On December 22, the New York Times published an article entitled, “How Cities Lost Control of Police Discipline.” To someone reading the story without an understanding of labor relations and the arbitration process, the message was clear: the ability of police unions to access labor arbitrators allows brutal police officers to remain on the streets. The article, either intentionally, or, more likely, due to preconceived notions, creates a false picture of how labor arbitration works under police contracts.
The article quotes, albeit briefly, union labor attorney Will Aitchison. Aitchison not only practices law, but he also publishes excellent articles, runs seminars, and puts out a monthly podcast – all covering public safety labor law. For those who do not subscribe, I heartily recommend his web site, through which you can access the excellent materials he produces.
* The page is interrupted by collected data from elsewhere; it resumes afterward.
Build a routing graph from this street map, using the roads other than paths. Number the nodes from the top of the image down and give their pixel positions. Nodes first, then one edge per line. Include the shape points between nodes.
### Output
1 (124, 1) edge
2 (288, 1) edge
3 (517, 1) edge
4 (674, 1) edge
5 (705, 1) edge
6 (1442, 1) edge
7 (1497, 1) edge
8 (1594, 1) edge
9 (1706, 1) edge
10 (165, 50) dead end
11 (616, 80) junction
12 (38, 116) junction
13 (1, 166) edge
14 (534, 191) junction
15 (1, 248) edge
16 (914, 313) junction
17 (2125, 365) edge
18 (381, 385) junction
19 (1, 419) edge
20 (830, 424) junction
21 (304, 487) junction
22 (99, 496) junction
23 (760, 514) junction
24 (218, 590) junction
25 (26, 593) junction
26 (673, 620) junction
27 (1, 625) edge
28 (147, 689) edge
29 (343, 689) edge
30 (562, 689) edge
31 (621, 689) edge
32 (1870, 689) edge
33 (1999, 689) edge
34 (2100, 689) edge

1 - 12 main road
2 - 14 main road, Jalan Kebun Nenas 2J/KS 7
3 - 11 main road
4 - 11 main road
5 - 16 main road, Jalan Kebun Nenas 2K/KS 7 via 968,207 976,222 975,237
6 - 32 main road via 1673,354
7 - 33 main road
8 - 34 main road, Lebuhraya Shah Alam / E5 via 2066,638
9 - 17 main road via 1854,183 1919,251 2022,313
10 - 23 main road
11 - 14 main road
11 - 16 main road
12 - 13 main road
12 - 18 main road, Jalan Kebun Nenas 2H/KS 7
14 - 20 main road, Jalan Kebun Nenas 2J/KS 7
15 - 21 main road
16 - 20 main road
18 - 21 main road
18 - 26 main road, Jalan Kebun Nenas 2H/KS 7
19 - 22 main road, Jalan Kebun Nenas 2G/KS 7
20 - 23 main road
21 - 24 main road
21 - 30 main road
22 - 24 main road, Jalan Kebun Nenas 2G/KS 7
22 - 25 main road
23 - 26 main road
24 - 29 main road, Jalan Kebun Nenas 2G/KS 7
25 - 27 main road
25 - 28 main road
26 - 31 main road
A number of my colleagues at Sandulli Grace have presented at his seminars.
But, back to Aitchison and the Times article. In his most recent podcast, Atty. Aitchison explains the real story behind his interviews with the reporters who wrote this story. He spent hours with them, trying to explain, from the perspective of a union lawyer with decades of experience representing police unions, that arbitration is hardly the panacea for unions as it is portrayed. He explains in the beginning of this podcast that he told them, yes, unions win about half of the police arbitration cases; just as unions win about half of the firefighter, teacher, or sanitation worker arbitrations. But what that statistic ignores is the 95% of discipline cases that never get to arbitration, either because they are settled or because the union agrees with management that the assessed punishment was fair and with “just cause,” the contractual standard for most discipline arbitration cases. Yet, much to his frustration, this fundament point he conveyed to the reporters never made it into the story. Even a follow up letter to the editor has yet to see publication.
I, too, have been representing unions, many of them police, but also teachers, firefighters, security guards, and many others, for over 35 years. In general, there’s nothing magical about police contracts. They differ little, in their essentials, from other public sector union contracts. They all require employers to have “just cause” to suspend, demote, or discharge employees. If the union believes the punishment imposed lacks that just cause, they have a right to present their case to a neutral labor arbitrator. These arbitrators are mutually selected by the employer and the union. They are neutral people, usually lawyers, with expertise in interpreting labor contracts. After hearing both sides, they decide whether management fulfilled its responsibility to show that it had the requisite just cause to take away someone’s job. The process is the same whether the employee is a teacher, a firefighter, or a police officer. As Aitchison explains, the vast majority of the discipline of police officers never gets to an arbitrator: it is either resolved through the grievance process or the union does not contest that the “punishment fits the crime.”
The Times article, along with virtually all of the ones I’ve seen on this topic, is based on a fundamentally flawed assumption: police management is always right, or at least trying to “do the right thing.” This is a fallacy. There are good police administrators who really do try to manage their workforce fairly, but there are many who are motivated by various biases. These include political favoritism, racial and gender bias, and a general view separating employees into “good guys” and “bad guys.” The misdeeds of the “good guys” are overlooked, while those of the “bad guys” are punished. This is why we have arbitration: to bring an outside, neutral force to act as a check on management. This works the same way for police unions as it is does for all unions.
As labor attorneys and others in this field know, without a union contract, a worker has few rights. They can be fired for any reason except an illegal one, such as for their race, age, sex, or some other category given legal protection. But these laws only protect a very small number of cases. Unions exist not just to fight for higher wages and benefits, but also to fight for contracts that give members at least some modicum of job security. As central to religion as is the concept of loving one’s “neighbor as thyself” so in union contracts is the paramount principle that just cause protects employees from unjustified loss of their job. But, as if often said, never let the truth get in the way of a good story.